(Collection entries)
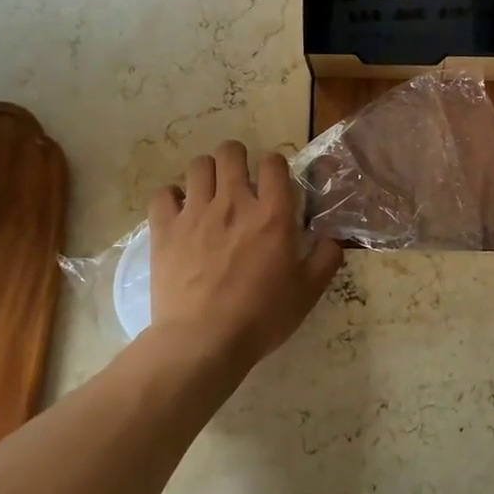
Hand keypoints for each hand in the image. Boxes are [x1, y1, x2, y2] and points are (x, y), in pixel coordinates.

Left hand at [148, 141, 342, 371]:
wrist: (204, 341)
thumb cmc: (261, 317)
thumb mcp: (307, 292)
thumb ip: (325, 259)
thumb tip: (331, 239)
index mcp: (272, 214)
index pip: (274, 163)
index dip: (274, 166)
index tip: (273, 184)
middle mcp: (234, 203)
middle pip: (231, 152)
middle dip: (237, 158)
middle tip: (239, 181)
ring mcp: (196, 213)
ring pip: (198, 165)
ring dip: (206, 173)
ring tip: (209, 193)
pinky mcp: (165, 229)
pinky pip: (163, 194)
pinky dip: (171, 197)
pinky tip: (178, 212)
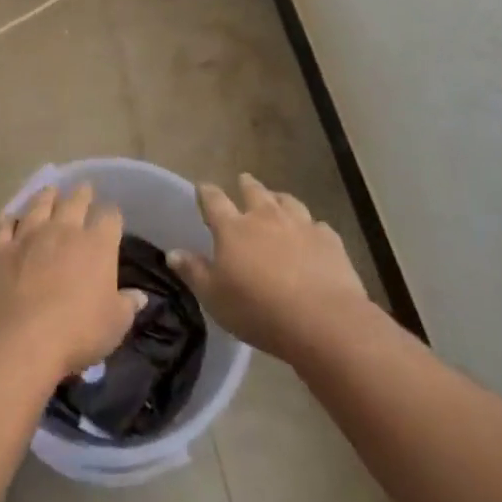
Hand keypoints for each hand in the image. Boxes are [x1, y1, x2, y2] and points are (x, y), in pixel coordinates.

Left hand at [0, 184, 145, 382]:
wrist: (18, 341)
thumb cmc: (76, 334)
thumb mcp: (114, 326)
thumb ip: (127, 306)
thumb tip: (139, 296)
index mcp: (97, 245)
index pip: (110, 217)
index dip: (112, 216)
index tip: (112, 219)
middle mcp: (63, 230)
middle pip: (75, 201)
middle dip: (82, 194)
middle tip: (84, 190)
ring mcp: (28, 235)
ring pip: (39, 205)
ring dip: (46, 196)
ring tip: (50, 190)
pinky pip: (3, 225)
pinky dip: (8, 219)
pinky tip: (9, 218)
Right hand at [168, 173, 371, 362]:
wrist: (322, 320)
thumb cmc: (258, 310)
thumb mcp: (214, 297)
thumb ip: (194, 272)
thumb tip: (172, 253)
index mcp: (233, 228)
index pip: (214, 201)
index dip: (206, 192)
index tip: (203, 187)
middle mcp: (265, 217)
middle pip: (254, 192)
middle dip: (246, 185)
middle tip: (243, 180)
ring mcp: (300, 225)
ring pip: (287, 202)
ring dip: (279, 199)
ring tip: (276, 199)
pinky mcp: (329, 239)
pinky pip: (317, 225)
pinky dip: (311, 226)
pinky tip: (312, 233)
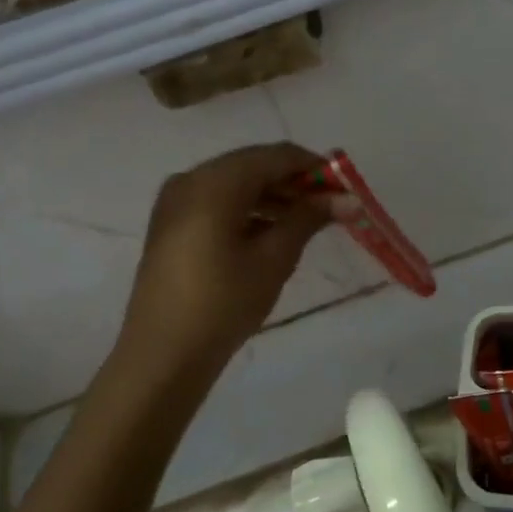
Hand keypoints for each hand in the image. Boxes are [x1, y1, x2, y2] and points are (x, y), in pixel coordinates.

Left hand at [119, 144, 331, 375]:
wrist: (163, 355)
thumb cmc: (223, 303)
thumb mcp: (274, 258)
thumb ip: (309, 218)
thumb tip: (349, 198)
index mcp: (214, 182)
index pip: (276, 156)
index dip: (315, 168)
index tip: (346, 190)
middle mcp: (191, 179)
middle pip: (254, 166)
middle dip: (295, 182)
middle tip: (332, 208)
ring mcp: (176, 201)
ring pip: (236, 184)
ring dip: (274, 196)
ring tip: (307, 223)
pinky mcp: (171, 224)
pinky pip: (218, 202)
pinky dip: (248, 209)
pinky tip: (272, 232)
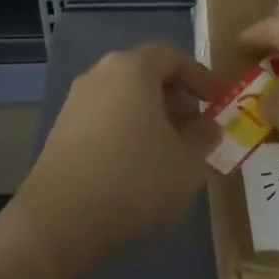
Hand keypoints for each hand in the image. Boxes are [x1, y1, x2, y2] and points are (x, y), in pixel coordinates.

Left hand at [11, 43, 223, 278]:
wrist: (60, 222)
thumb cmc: (134, 179)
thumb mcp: (187, 162)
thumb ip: (204, 137)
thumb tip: (208, 126)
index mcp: (132, 68)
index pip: (172, 57)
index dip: (199, 77)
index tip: (218, 102)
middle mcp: (100, 74)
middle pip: (146, 74)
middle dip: (176, 98)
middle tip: (197, 128)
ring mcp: (76, 102)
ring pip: (124, 98)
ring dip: (151, 117)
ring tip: (171, 152)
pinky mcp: (62, 131)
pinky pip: (105, 118)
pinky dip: (127, 131)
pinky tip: (138, 167)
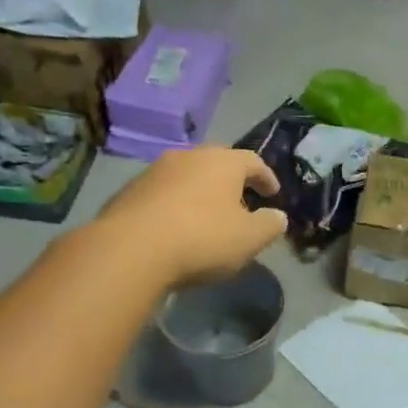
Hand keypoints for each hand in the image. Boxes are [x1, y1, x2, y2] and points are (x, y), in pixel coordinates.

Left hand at [102, 147, 287, 286]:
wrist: (129, 250)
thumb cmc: (201, 239)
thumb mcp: (249, 239)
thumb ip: (270, 225)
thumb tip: (278, 216)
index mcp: (222, 162)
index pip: (253, 161)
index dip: (266, 177)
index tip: (273, 193)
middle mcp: (188, 156)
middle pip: (217, 163)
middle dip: (232, 181)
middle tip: (241, 202)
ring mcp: (154, 171)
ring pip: (187, 176)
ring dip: (200, 192)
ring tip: (207, 217)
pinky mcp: (128, 191)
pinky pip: (162, 194)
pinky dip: (174, 205)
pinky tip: (175, 228)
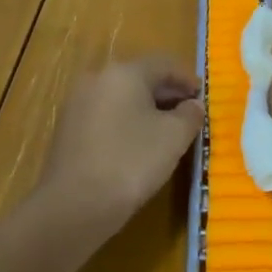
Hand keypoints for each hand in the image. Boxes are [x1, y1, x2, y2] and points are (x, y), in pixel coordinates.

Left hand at [39, 55, 204, 236]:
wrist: (73, 207)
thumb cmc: (131, 162)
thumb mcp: (174, 137)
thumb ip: (190, 114)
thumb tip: (193, 105)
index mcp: (124, 72)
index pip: (164, 64)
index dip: (188, 79)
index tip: (204, 98)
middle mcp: (97, 79)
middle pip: (141, 78)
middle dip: (168, 94)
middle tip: (189, 115)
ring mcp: (78, 104)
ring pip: (122, 98)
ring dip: (147, 110)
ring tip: (167, 133)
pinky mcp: (67, 130)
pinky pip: (106, 116)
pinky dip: (126, 123)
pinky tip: (138, 146)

Task to complete: Please set down exactly the lines from the first line of the data above through the line with "index dip: (274, 166)", both included, leaving out the pictures.

Result:
Hand keypoints for each hand in the image. Boxes are [x1, y1, x2, y2] and points are (x, y), in pixel coordinates.

Left hand at [148, 141, 342, 371]:
wrist: (204, 341)
thumb cmc: (261, 317)
thumb mcp: (307, 292)
thumb ip: (325, 259)
thumb tip: (331, 239)
index mcp: (272, 214)
index pip: (274, 163)
index dip: (274, 166)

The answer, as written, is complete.